The torture chronicles

As usual, Andrew Sullivan remains one of the best sources for facts on, and outrage against, the deplorable torture policies of the previous administration.

While I want to see accountability for war crimes as much as anyone, I can certainly understand why President Obama is picking his battles very carefully right now. Releasing those critical, unredacted torture memos required a big fight with the current CIA leadership. Does Obama press it further and prosecute CIA underlings? Does he shoot higher and prosecute the real culprits, including Bush and Cheney themselves? The resulting political firestorm could derail his entire first term, and quite possibly render it his only term.

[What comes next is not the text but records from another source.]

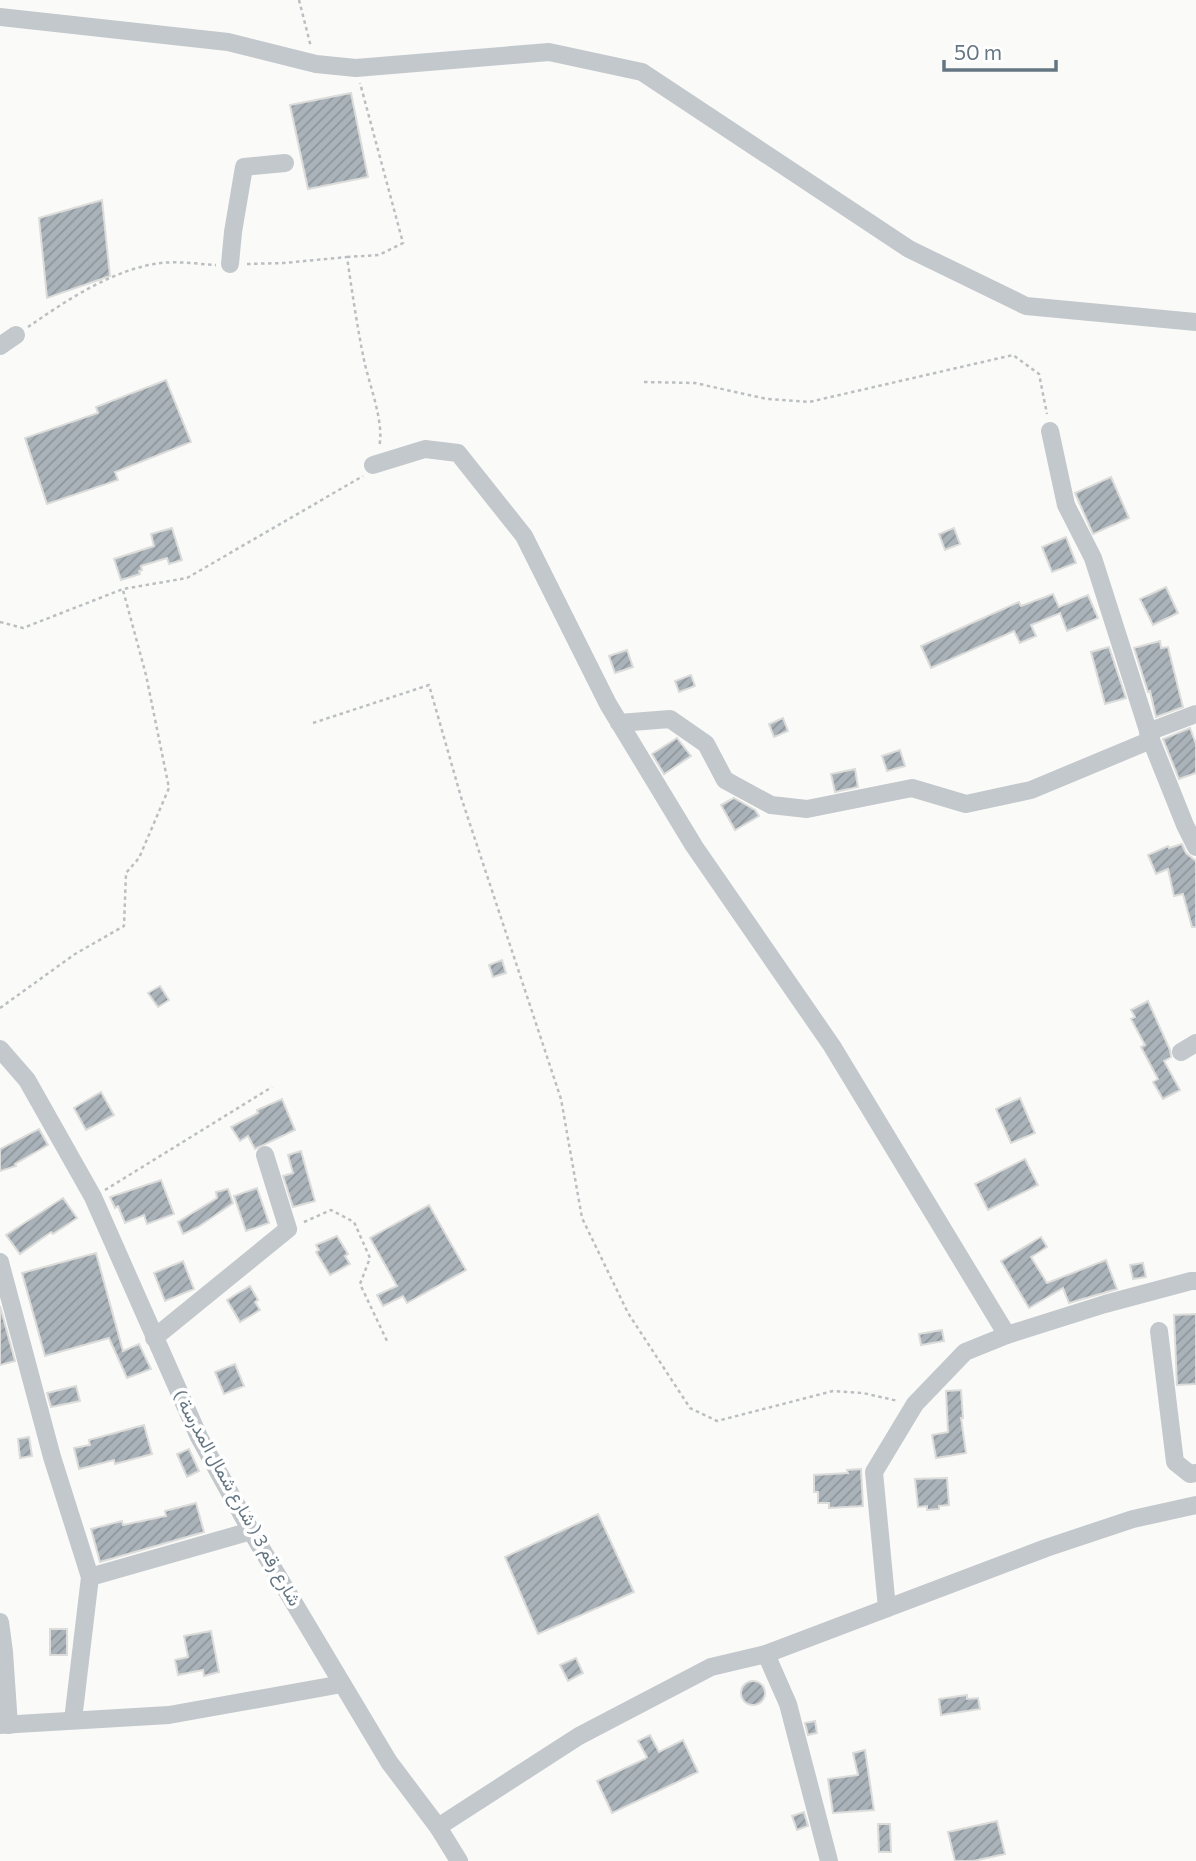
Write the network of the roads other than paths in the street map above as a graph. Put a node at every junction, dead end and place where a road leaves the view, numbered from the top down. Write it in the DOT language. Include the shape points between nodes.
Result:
graph roads {
  1 [pos="0,17"];
  2 [pos="285,163"];
  3 [pos="230,264"];
  4 [pos="1196,322"];
  5 [pos="16,335"];
  6 [pos="0,346"];
  7 [pos="1050,431"];
  8 [pos="373,465"];
  9 [pos="1196,714"];
  10 [pos="619,723"];
  11 [pos="1150,736"];
  12 [pos="1196,847"];
  13 [pos="0,1049"];
  14 [pos="265,1155"];
  15 [pos="0,1262"];
  16 [pos="1196,1282"];
  17 [pos="1159,1331"];
  18 [pos="1007,1335"];
  19 [pos="154,1338"];
  20 [pos="1196,1474"];
  21 [pos="1196,1505"];
  22 [pos="251,1531"];
  23 [pos="89,1577"];
  24 [pos="887,1608"];
  25 [pos="0,1622"];
  26 [pos="766,1654"];
  27 [pos="342,1684"];
  28 [pos="73,1720"];
  29 [pos="5,1725"];
  30 [pos="438,1827"];
  31 [pos="460,1861"];
  32 [pos="829,1861"];
  1 -- 4 [label="street" via="228,41 316,64 356,68 549,52 642,72 909,249 1026,306"];
  2 -- 3 [label="street" via="243,167"];
  5 -- 6 [label="street"];
  7 -- 11 [label="street" via="1066,506 1093,558"];
  8 -- 10 [label="street" via="425,449 458,453 524,536"];
  9 -- 11 [label="street"];
  10 -- 11 [label="street" via="670,719 706,744 725,780 771,805 807,809 912,788 966,804 1031,790"];
  10 -- 18 [label="street" via="694,846 832,1046"];
  11 -- 12 [label="street"];
  13 -- 19 [label="street, شارع رقم 3 ( شارع شمال المدرسة )" via="27,1080 93,1197"];
  14 -- 19 [label="street" via="288,1229"];
  15 -- 23 [label="street"];
  16 -- 18 [label="street"];
  17 -- 20 [label="street" via="1175,1462"];
  18 -- 24 [label="street" via="965,1352 915,1404 874,1472"];
  19 -- 22 [label="street, شارع رقم 3 ( شارع شمال المدرسة )" via="199,1437"];
  21 -- 24 [label="street" via="1133,1519 1046,1548"];
  22 -- 23 [label="street"];
  22 -- 27 [label="street, شارع رقم 3 ( شارع شمال المدرسة )"];
  23 -- 28 [label="street"];
  24 -- 26 [label="street"];
  25 -- 29 [label="street"];
  26 -- 30 [label="street" via="699,1673 579,1737"];
  26 -- 32 [label="street" via="788,1704"];
  27 -- 28 [label="street" via="169,1715"];
  27 -- 30 [label="street, شارع رقم 3 ( شارع شمال المدرسة )" via="389,1762"];
  28 -- 29 [label="street"];
  30 -- 31 [label="street, شارع رقم 3 ( شارع شمال المدرسة )"];
}
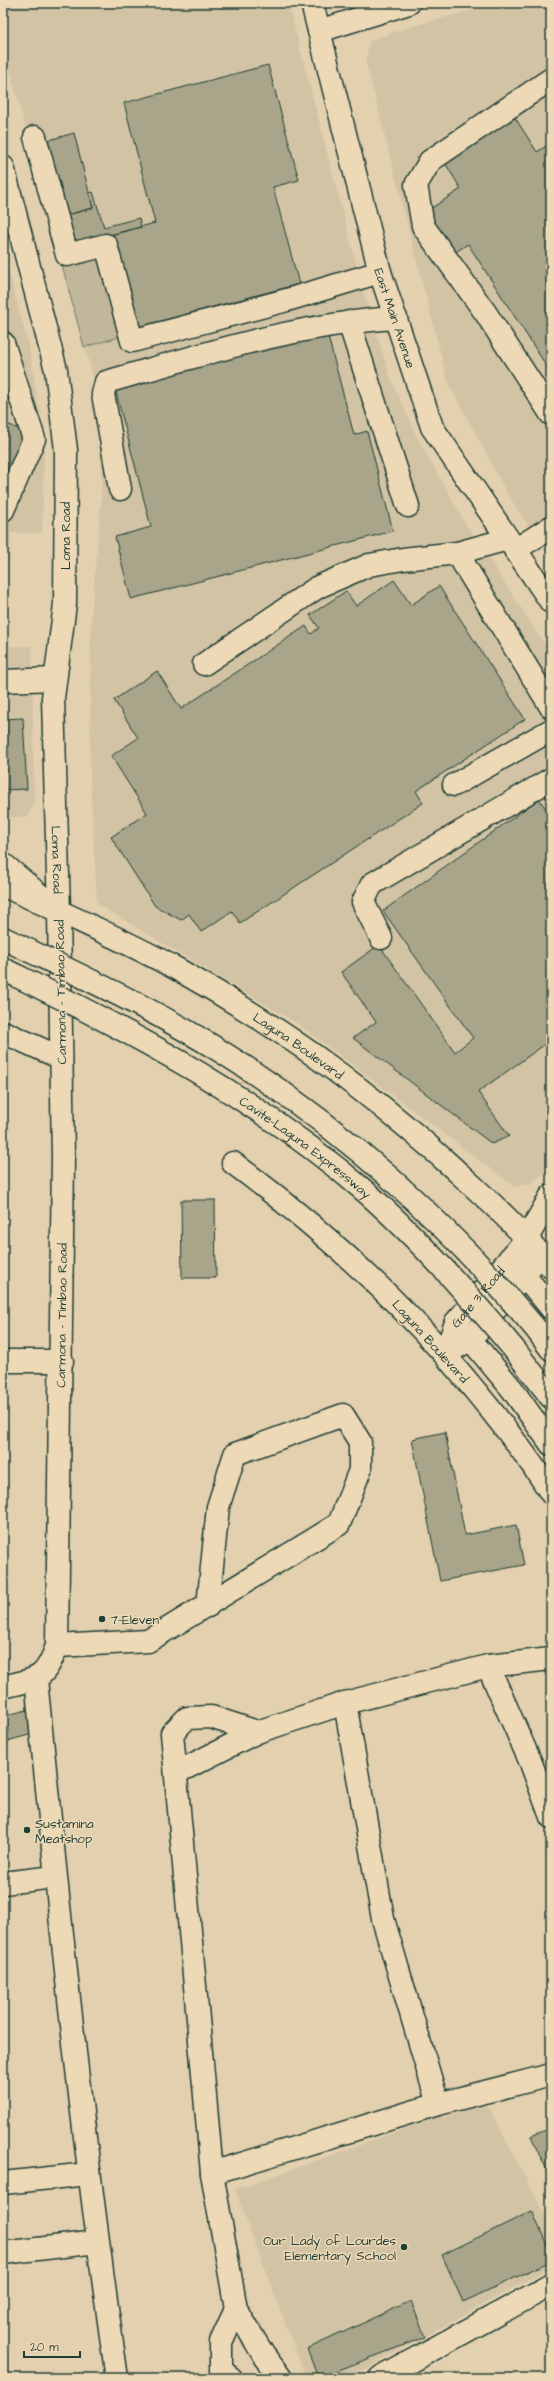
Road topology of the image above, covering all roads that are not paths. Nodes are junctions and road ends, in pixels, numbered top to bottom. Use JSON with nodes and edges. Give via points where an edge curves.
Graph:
{"nodes":[{"id":1,"x":312,"y":3,"type":"edge"},
{"id":2,"x":409,"y":3,"type":"edge"},
{"id":3,"x":319,"y":31,"type":"junction"},
{"id":4,"x":551,"y":79,"type":"edge"},
{"id":5,"x":35,"y":137,"type":"dead end"},
{"id":6,"x":4,"y":172,"type":"edge"},
{"id":7,"x":380,"y":272,"type":"junction"},
{"id":8,"x":396,"y":318,"type":"junction"},
{"id":9,"x":349,"y":322,"type":"junction"},
{"id":10,"x":3,"y":343,"type":"edge"},
{"id":11,"x":551,"y":414,"type":"edge"},
{"id":12,"x":120,"y":489,"type":"dead end"},
{"id":13,"x":408,"y":506,"type":"dead end"},
{"id":14,"x":3,"y":510,"type":"edge"},
{"id":15,"x":551,"y":527,"type":"edge"},
{"id":16,"x":511,"y":544,"type":"junction"},
{"id":17,"x":456,"y":554,"type":"junction"},
{"id":18,"x":551,"y":602,"type":"edge"},
{"id":19,"x":204,"y":664,"type":"dead end"},
{"id":20,"x":55,"y":680,"type":"junction"},
{"id":21,"x":3,"y":681,"type":"edge"},
{"id":22,"x":551,"y":707,"type":"edge"},
{"id":23,"x":551,"y":730,"type":"edge"},
{"id":24,"x":551,"y":779,"type":"edge"},
{"id":25,"x":454,"y":785,"type":"dead end"},
{"id":26,"x":3,"y":864,"type":"edge"},
{"id":27,"x":3,"y":885,"type":"edge"},
{"id":28,"x":59,"y":912,"type":"junction"},
{"id":29,"x":3,"y":938,"type":"edge"},
{"id":30,"x":380,"y":938,"type":"dead end"},
{"id":31,"x":11,"y":973,"type":"edge"},
{"id":32,"x":3,"y":1032,"type":"edge"},
{"id":33,"x":61,"y":1058,"type":"junction"},
{"id":34,"x":233,"y":1163,"type":"dead end"},
{"id":35,"x":551,"y":1196,"type":"edge"},
{"id":36,"x":542,"y":1252,"type":"edge"},
{"id":37,"x":517,"y":1266,"type":"junction"},
{"id":38,"x":551,"y":1308,"type":"edge"},
{"id":39,"x":456,"y":1322,"type":"junction"},
{"id":40,"x":471,"y":1339,"type":"junction"},
{"id":41,"x":551,"y":1349,"type":"edge"},
{"id":42,"x":445,"y":1355,"type":"junction"},
{"id":43,"x":3,"y":1361,"type":"edge"},
{"id":44,"x":62,"y":1361,"type":"junction"},
{"id":45,"x":551,"y":1397,"type":"edge"},
{"id":46,"x":551,"y":1444,"type":"edge"},
{"id":47,"x":551,"y":1493,"type":"edge"},
{"id":48,"x":208,"y":1606,"type":"junction"},
{"id":49,"x":56,"y":1646,"type":"junction"},
{"id":50,"x":551,"y":1659,"type":"edge"},
{"id":51,"x":488,"y":1666,"type":"junction"},
{"id":52,"x":36,"y":1679,"type":"junction"},
{"id":53,"x":3,"y":1687,"type":"edge"},
{"id":54,"x":345,"y":1703,"type":"junction"},
{"id":55,"x":257,"y":1732,"type":"junction"},
{"id":56,"x":176,"y":1774,"type":"junction"},
{"id":57,"x":551,"y":1817,"type":"edge"},
{"id":58,"x":55,"y":1877,"type":"junction"},
{"id":59,"x":3,"y":1883,"type":"edge"},
{"id":60,"x":551,"y":2075,"type":"edge"},
{"id":61,"x":438,"y":2104,"type":"junction"},
{"id":62,"x":212,"y":2173,"type":"junction"},
{"id":63,"x":88,"y":2174,"type":"junction"},
{"id":64,"x":3,"y":2182,"type":"edge"},
{"id":65,"x":97,"y":2242,"type":"junction"},
{"id":66,"x":3,"y":2253,"type":"edge"},
{"id":67,"x":548,"y":2292,"type":"edge"},
{"id":68,"x":236,"y":2309,"type":"junction"},
{"id":69,"x":117,"y":2378,"type":"edge"},
{"id":70,"x":231,"y":2378,"type":"edge"},
{"id":71,"x":281,"y":2378,"type":"edge"},
{"id":72,"x":380,"y":2378,"type":"edge"}],
"edges":[{"from":1,"to":3,"type":"main road","name":"East Main Avenue"},
{"from":2,"to":3,"type":"main road"},
{"from":3,"to":7,"type":"main road","name":"East Main Avenue"},
{"from":4,"to":11,"type":"main road","via":[[430,161],[416,185],[423,226],[485,312]]},
{"from":5,"to":7,"type":"main road","via":[[67,255],[106,245],[132,341],[287,300]]},
{"from":6,"to":20,"type":"main road","name":"Loma Road","via":[[56,370],[66,450],[65,604]]},
{"from":7,"to":8,"type":"main road","name":"East Main Avenue"},
{"from":8,"to":9,"type":"main road"},
{"from":8,"to":16,"type":"main road","name":"East Main Avenue","via":[[432,427]]},
{"from":9,"to":12,"type":"main road","via":[[259,338],[106,382],[103,394]]},
{"from":9,"to":13,"type":"main road"},
{"from":10,"to":14,"type":"main road","via":[[34,439]]},
{"from":15,"to":16,"type":"main road"},
{"from":16,"to":17,"type":"main road"},
{"from":16,"to":18,"type":"main road","name":"East Main Avenue"},
{"from":17,"to":19,"type":"main road","via":[[369,565],[318,587]]},
{"from":17,"to":22,"type":"main road"},
{"from":20,"to":21,"type":"main road"},
{"from":20,"to":28,"type":"main road","name":"Loma Road","via":[[53,698]]},
{"from":23,"to":25,"type":"main road"},
{"from":24,"to":30,"type":"main road","via":[[372,884],[363,902]]},
{"from":26,"to":28,"type":"main road"},
{"from":27,"to":28,"type":"main road","name":"Laguna Boulevard"},
{"from":28,"to":33,"type":"main road","name":"Carmona - Timbao Road"},
{"from":28,"to":36,"type":"main road","name":"Laguna Boulevard","via":[[176,969],[244,1009],[319,1059],[411,1130]]},
{"from":29,"to":41,"type":"main road","bridge":true,"via":[[110,989],[206,1042],[338,1134],[381,1169],[453,1236]]},
{"from":31,"to":45,"type":"main road","name":"Cavite–Laguna Expressway","bridge":true,"via":[[103,1018],[197,1071],[257,1109],[322,1157],[367,1193],[410,1233],[513,1348]]},
{"from":32,"to":33,"type":"main road"},
{"from":33,"to":44,"type":"main road","name":"Carmona - Timbao Road"},
{"from":34,"to":42,"type":"main road","name":"Laguna Boulevard","via":[[287,1203],[374,1280]]},
{"from":35,"to":36,"type":"main road","name":"Gate 3 Road"},
{"from":36,"to":37,"type":"main road","name":"Gate 3 Road"},
{"from":37,"to":38,"type":"main road"},
{"from":37,"to":39,"type":"main road","name":"Gate 3 Road"},
{"from":37,"to":40,"type":"main road","name":"Gate 3 Road"},
{"from":39,"to":40,"type":"main road"},
{"from":39,"to":42,"type":"main road","name":"Gate 3 Road"},
{"from":40,"to":42,"type":"main road","name":"Gate 3 Road"},
{"from":40,"to":46,"type":"main road","via":[[512,1389]]},
{"from":42,"to":47,"type":"main road","name":"Laguna Boulevard","via":[[489,1407]]},
{"from":43,"to":44,"type":"main road"},
{"from":44,"to":49,"type":"main road","name":"Carmona - Timbao Road"},
{"from":48,"to":48,"type":"main road","via":[[339,1524],[360,1470],[360,1442],[342,1415],[235,1454],[218,1507]]},
{"from":48,"to":49,"type":"main road","via":[[148,1642]]},
{"from":49,"to":52,"type":"main road","name":"Carmona - Timbao Road","via":[[49,1667]]},
{"from":50,"to":51,"type":"main road"},
{"from":51,"to":54,"type":"main road"},
{"from":51,"to":57,"type":"main road","via":[[531,1763]]},
{"from":52,"to":53,"type":"main road"},
{"from":52,"to":58,"type":"main road"},
{"from":54,"to":55,"type":"main road"},
{"from":54,"to":61,"type":"main road","via":[[383,1919]]},
{"from":55,"to":56,"type":"main road"},
{"from":55,"to":56,"type":"main road","via":[[211,1718],[187,1718],[172,1733]]},
{"from":56,"to":62,"type":"main road"},
{"from":58,"to":59,"type":"main road"},
{"from":58,"to":63,"type":"main road"},
{"from":60,"to":61,"type":"main road"},
{"from":61,"to":62,"type":"main road"},
{"from":62,"to":68,"type":"main road"},
{"from":63,"to":64,"type":"main road"},
{"from":63,"to":65,"type":"main road"},
{"from":65,"to":66,"type":"main road"},
{"from":65,"to":69,"type":"main road"},
{"from":67,"to":72,"type":"main road"},
{"from":68,"to":70,"type":"main road","via":[[221,2342],[221,2370]]},
{"from":68,"to":71,"type":"main road"}]}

Regardless, it is crucial that the revisionists not be allowed the final word. We are not talking about “techniques,” as nearly every mainstream news report is calling them. We are talking about torture, which most expert interrogators agree does not yield good intelligence. And the Bush administration did not torture only in the most urgent, extraordinary circumstances, the cases of the “ticking bomb.” This is a lie. They tortured as a matter of routine. They tortured the innocent along with the probably guilty. They waterboarded Khalid Shaikh Mohammed 183 times in one month. As one blogger wrote (I paraphrase), I’m sure the 184th time would have worked like a charm.
What emerges is a picture not only of brutality, but ineptitude.
Another thing: Isn’t it rich that Teabag Nation is blasting Obama as a “socialist” while defending torture methods used by Stalin’s NKVD and the Khmer Rouge?